Employers with “telecommuting” policies should take care — employees might request working from home as a disability accommodation. That’s according to a decision handed down by the Sixth Circuit Court of Appeals in , E.E.O.C. v. Ford Motor Company, filed 4/22/14.
The case involved a woman who bought steel for the car company’s manufacturing and parts operations, who had a case of irritable bowel syndrome. Ms. Harris requested being allowed to telecommute because of her digestive problems, as an accommodation for her disability. The company denied her request, saying that Ms. Harris’ job required in-person communication. Instead, they offered her an in-office location closer to the restroom.
Ms. Harris sued, and the Court determined that Ms. Harris couldn’t do the job, even with the accommodation of being able to work from home. The Court sided with Ford’s assertions that the in person interactions were an “essential function” of the job Ms. Harris performed. Because she could not be physically present at her job regularly, then Ms. Harris’ termination was ruled appropriate.

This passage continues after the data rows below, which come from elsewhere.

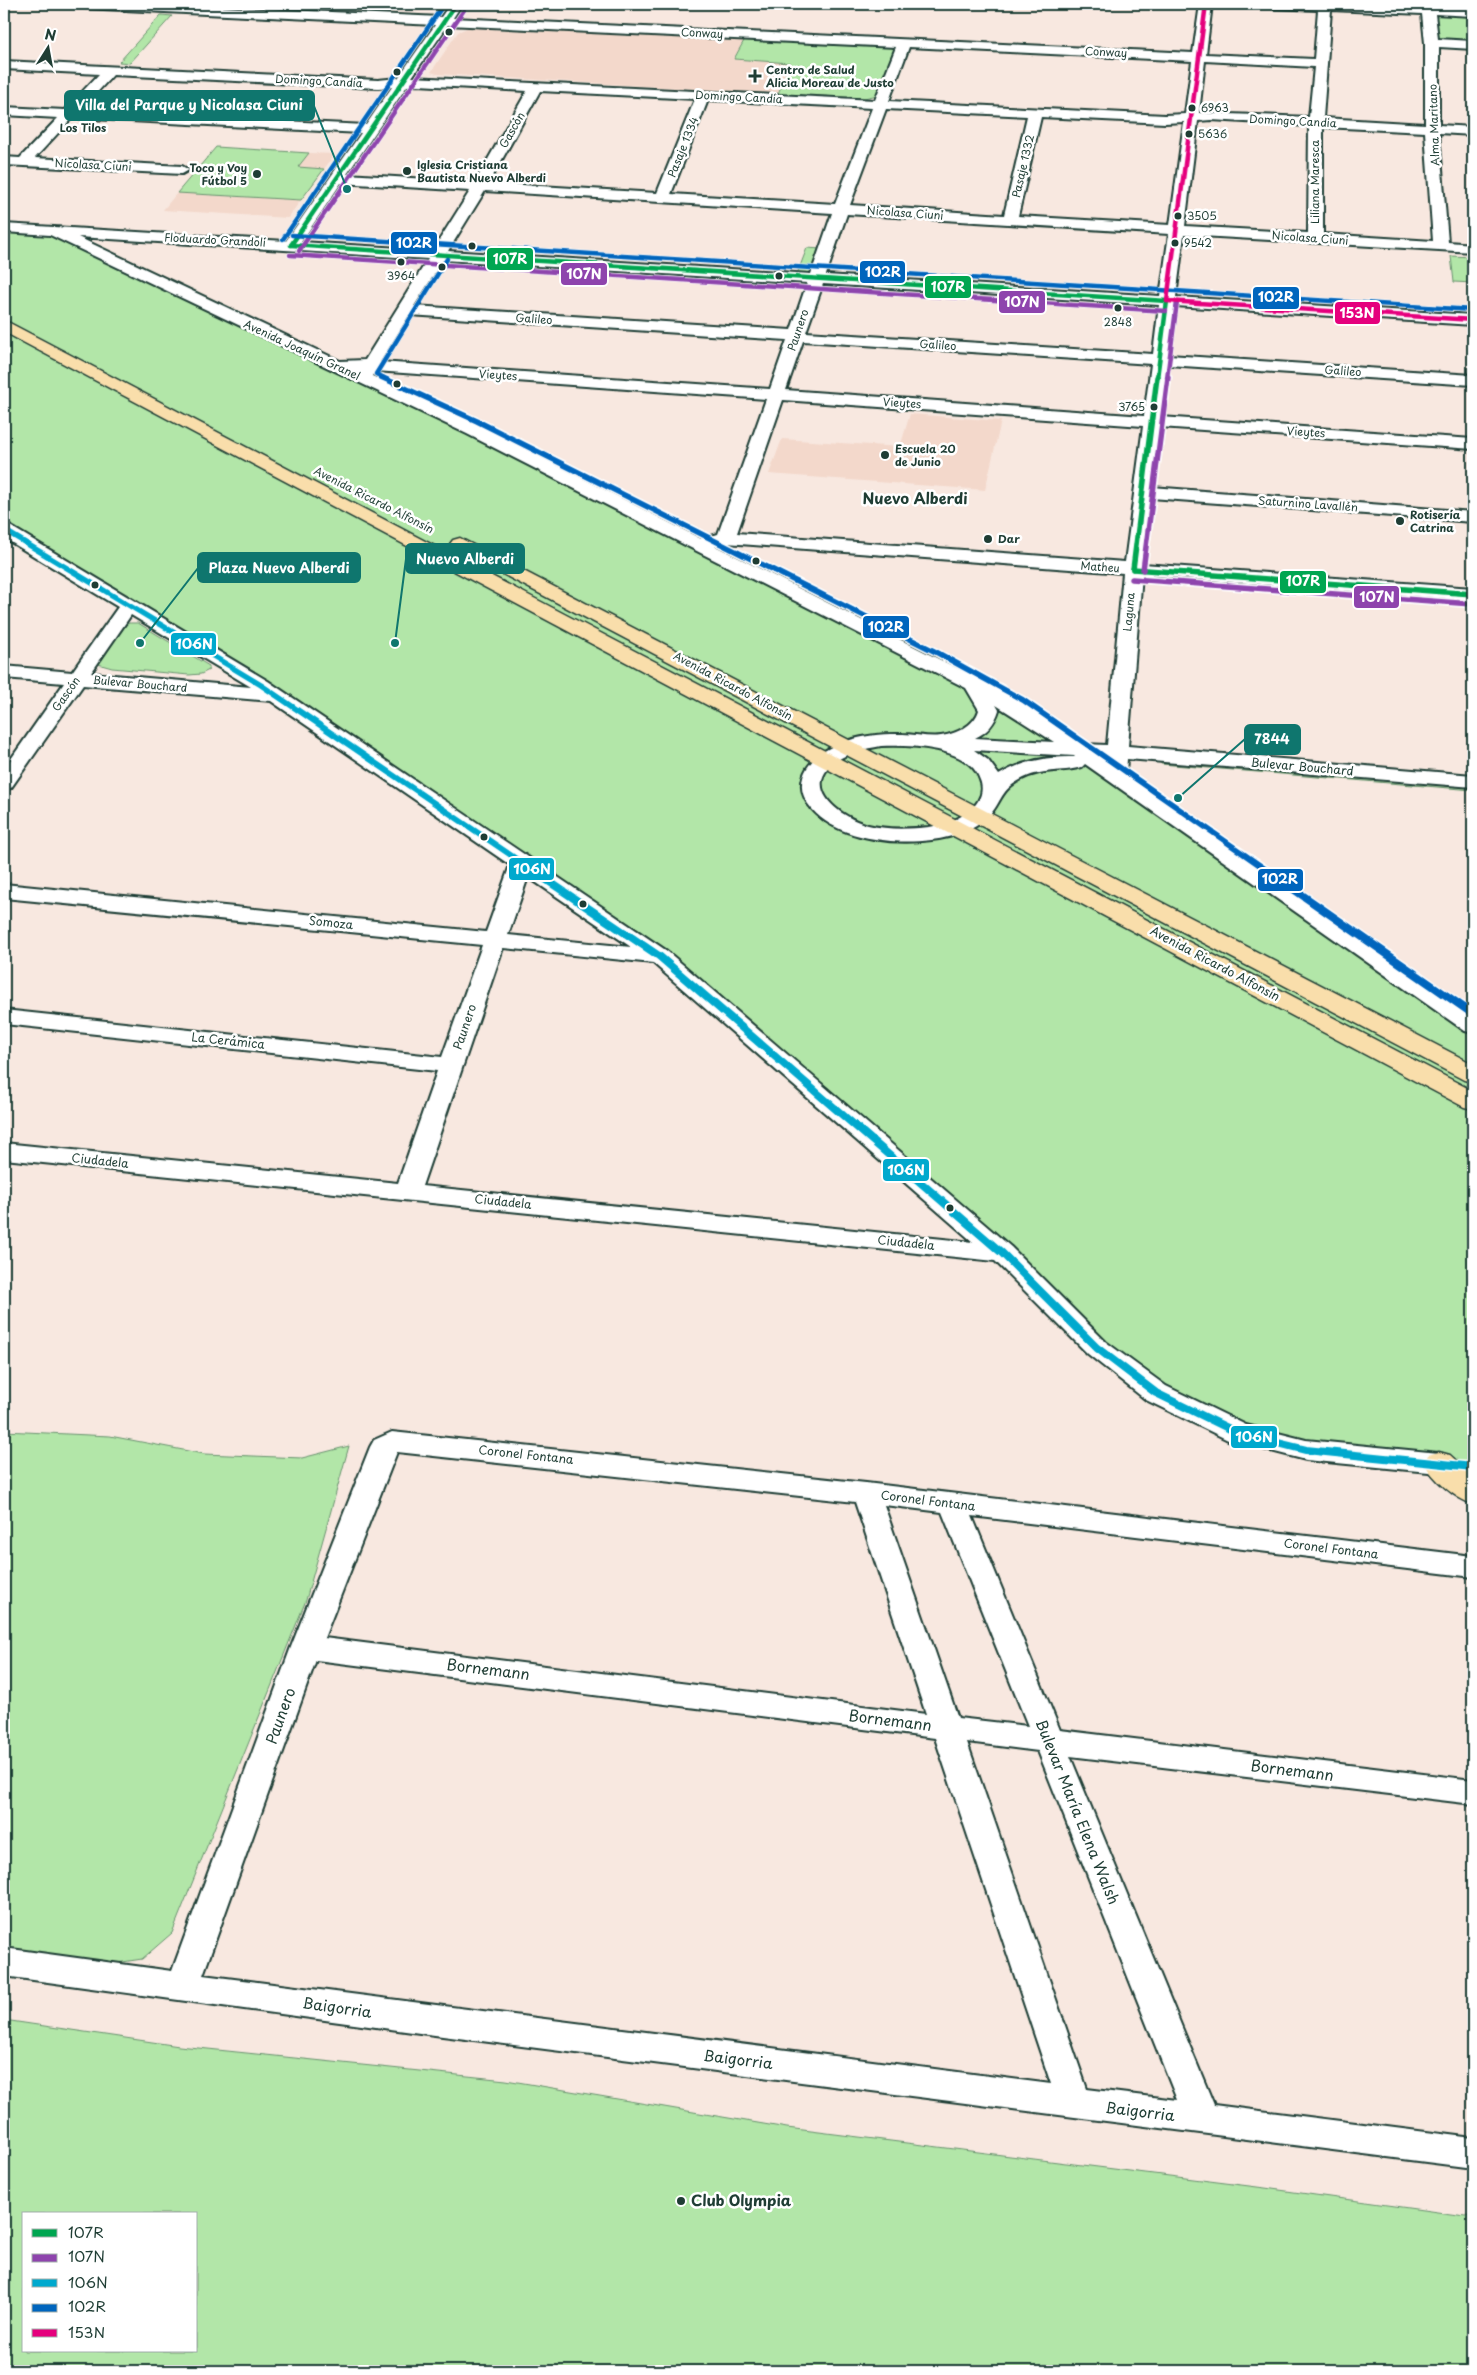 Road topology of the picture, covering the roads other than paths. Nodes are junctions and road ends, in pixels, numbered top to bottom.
1 (83, 4) edge
2 (456, 4) edge
3 (1206, 4) edge
4 (1274, 4) edge
5 (1426, 5) edge
6 (1325, 6) junction
7 (1473, 6) edge
8 (1473, 12) edge
9 (444, 21) junction
10 (904, 43) junction
11 (1432, 44) junction
12 (1473, 45) edge
13 (1199, 57) junction
14 (1320, 63) junction
15 (4, 65) edge
16 (109, 71) junction
17 (402, 82) junction
18 (536, 87) junction
19 (703, 96) junction
20 (880, 104) junction
21 (4, 111) edge
22 (1035, 112) junction
23 (69, 114) junction
24 (1191, 117) junction
25 (1316, 122) junction
26 (371, 129) junction
27 (1432, 129) junction
28 (1473, 131) edge
29 (4, 161) edge
30 (24, 162) junction
31 (182, 170) dead end
32 (337, 178) junction
33 (480, 187) junction
34 (662, 198) junction
35 (841, 209) junction
36 (1010, 219) junction
37 (4, 228) edge
38 (1177, 230) junction
39 (53, 231) junction
40 (1315, 238) junction
41 (291, 245) junction
42 (1441, 246) junction
43 (1473, 248) edge
44 (438, 254) junction
45 (816, 278) junction
46 (1167, 301) junction
47 (4, 308) edge
48 (404, 310) junction
49 (1473, 320) edge
50 (4, 325) edge
51 (797, 336) junction
52 (1160, 359) junction
53 (331, 363) joint
54 (366, 372) junction
55 (1473, 380) edge
56 (776, 394) junction
57 (1152, 421) junction
58 (1473, 444) edge
59 (1143, 492) junction
60 (1473, 517) edge
61 (4, 530) edge
62 (726, 538) junction
63 (701, 544) junction
64 (1133, 569) junction
65 (1473, 594) edge
66 (129, 604) junction
67 (4, 664) edge
68 (4, 672) edge
69 (80, 674) junction
70 (974, 684) junction
71 (268, 690) junction
72 (922, 741) junction
73 (944, 742) junction
74 (850, 747) junction
75 (1079, 750) junction
76 (825, 760) junction
77 (1112, 765) junction
78 (1473, 781) edge
79 (4, 784) edge
80 (994, 789) junction
81 (1473, 795) edge
82 (979, 815) junction
83 (957, 827) junction
84 (522, 862) junction
85 (4, 890) edge
86 (496, 940) junction
87 (659, 956) junction
88 (4, 1017) edge
89 (1472, 1025) edge
90 (452, 1065) junction
91 (1473, 1074) edge
92 (1473, 1101) edge
93 (4, 1151) edge
94 (408, 1192) junction
95 (1002, 1253) junction
96 (384, 1446) joint
97 (1439, 1463) junction
98 (1473, 1467) edge
99 (866, 1493) junction
100 (1473, 1493) edge
101 (953, 1504) junction
102 (1473, 1566) edge
103 (306, 1647) junction
104 (946, 1728) junction
105 (1049, 1742) junction
106 (1473, 1792) edge
107 (4, 1962) edge
108 (183, 1986) junction
109 (1075, 2104) junction
110 (1202, 2119) junction
111 (1473, 2153) edge

1 - 9 street, Conway
2 - 9 street
3 - 13 street, Laguna
4 - 6 street
5 - 6 street
5 - 7 street
5 - 8 street
5 - 11 street, Alma Maritano
6 - 14 street, Liliana Maresca
9 - 10 street, Conway
9 - 17 street
10 - 13 street, Conway
10 - 20 street, Paunero
11 - 12 street
11 - 27 street, Alma Maritano
13 - 14 street, Conway
13 - 24 street, Laguna
14 - 25 street, Liliana Maresca
15 - 16 street, Domingo Candia
16 - 17 street, Domingo Candia
16 - 23 street
17 - 18 street, Domingo Candia
17 - 26 street
18 - 19 street, Domingo Candia
18 - 33 street, Gascón
19 - 20 street, Domingo Candia
19 - 34 street, Pasaje 1334
20 - 22 street, Domingo Candia
20 - 35 street, Paunero
21 - 23 street
22 - 24 street, Domingo Candia
22 - 36 street, Pasaje 1332
23 - 26 street
23 - 30 street
24 - 25 street, Domingo Candia
24 - 38 street, Laguna
25 - 27 street, Domingo Candia
25 - 40 street, Liliana Maresca
26 - 32 street
27 - 28 street, Domingo Candia
27 - 42 street, Alma Maritano
29 - 30 street, Nicolasa Ciuni
30 - 31 street, Nicolasa Ciuni
32 - 33 street, Nicolasa Ciuni
32 - 41 street
33 - 34 street, Nicolasa Ciuni
33 - 44 street, Gascón
34 - 35 street, Nicolasa Ciuni
35 - 36 street, Nicolasa Ciuni
35 - 45 street, Paunero
36 - 38 street, Nicolasa Ciuni
37 - 39 street, Floduardo Grandoli
38 - 40 street, Nicolasa Ciuni
38 - 46 street, Laguna
39 - 41 street, Floduardo Grandoli
39 - 53 street, Avenida Joaquín Granel
40 - 42 street, Nicolasa Ciuni
41 - 44 street, Floduardo Grandoli
42 - 43 street, Nicolasa Ciuni
44 - 45 street, Floduardo Grandoli
44 - 48 street, Gascón
45 - 46 street, Floduardo Grandoli
45 - 51 street, Paunero
46 - 49 street, Floduardo Grandoli
46 - 52 street, Laguna
47 - 74 main road, Avenida Ricardo Alfonsín
48 - 51 street, Galileo
48 - 54 street, Gascón
50 - 76 main road, Avenida Ricardo Alfonsín
51 - 52 street, Galileo
51 - 56 street, Paunero
52 - 55 street, Galileo
52 - 57 street, Laguna
53 - 54 street, Vieytes
54 - 56 street, Vieytes
54 - 63 street, Avenida Joaquín Granel
56 - 57 street, Vieytes
56 - 62 street, Paunero
57 - 58 street, Vieytes
57 - 59 street, Laguna
59 - 60 street, Saturnino Lavallén
59 - 64 street, Laguna
61 - 66 street
62 - 63 street
62 - 64 street, Matheu
63 - 70 street, Avenida Joaquín Granel
64 - 65 street, Matheu
64 - 77 street, Laguna
66 - 69 street, Gascón
66 - 71 street
67 - 69 street, Bulevar Bouchard
68 - 69 street, Bulevar Bouchard
69 - 71 street, Bulevar Bouchard
69 - 79 street, Gascón
70 - 73 street
70 - 75 street, Avenida Joaquín Granel
71 - 84 street
72 - 73 street
72 - 74 street
72 - 80 street
73 - 75 street
74 - 76 street
74 - 82 main road, Avenida Ricardo Alfonsín
75 - 77 street, Avenida Joaquín Granel
76 - 83 main road, Avenida Ricardo Alfonsín
76 - 83 street
77 - 78 street, Bulevar Bouchard
77 - 80 street, Bulevar Bouchard
77 - 81 street, Bulevar Bouchard
77 - 89 street, Avenida Joaquín Granel
80 - 82 street
82 - 83 street
82 - 91 main road, Avenida Ricardo Alfonsín
83 - 92 main road, Avenida Ricardo Alfonsín
84 - 86 street, Paunero
84 - 87 street
85 - 86 street, Somoza
86 - 87 street, Somoza
86 - 90 street, Paunero
87 - 95 street
88 - 90 street, La Cerámica
90 - 94 street, Paunero
93 - 94 street, Ciudadela
94 - 95 street, Ciudadela
95 - 97 street
96 - 99 street, Coronel Fontana
96 - 103 street, Paunero
97 - 98 main road
97 - 100 main road
99 - 101 street, Coronel Fontana
99 - 104 street
101 - 102 street, Coronel Fontana
101 - 105 street, Bulevar María Elena Walsh
103 - 104 street, Bornemann
103 - 108 street, Paunero
104 - 105 street, Bornemann
104 - 109 street
105 - 106 street, Bornemann
105 - 110 street, Bulevar María Elena Walsh
107 - 108 street, Baigorria
108 - 109 street, Baigorria
109 - 110 street, Baigorria
110 - 111 street, Baigorria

The Court observed that working from home is rarely determined as a reasonable accommodation. The case suggests that telecommuting will only be allowed as an accommodation in rare circumstances. But Employer friendly web sites are already advising companies to carefully define their “essential functions” in job descriptions –if regular physical presence in the workplace is part of the job, then the job description should say so. The same sites recommend listening to employees who are making requests that might relate to a disability. For employees requesting an accommodation, it can be helpful if the request is in writing, and states that the employee is seeking the special treatment as an accommodation for a disability.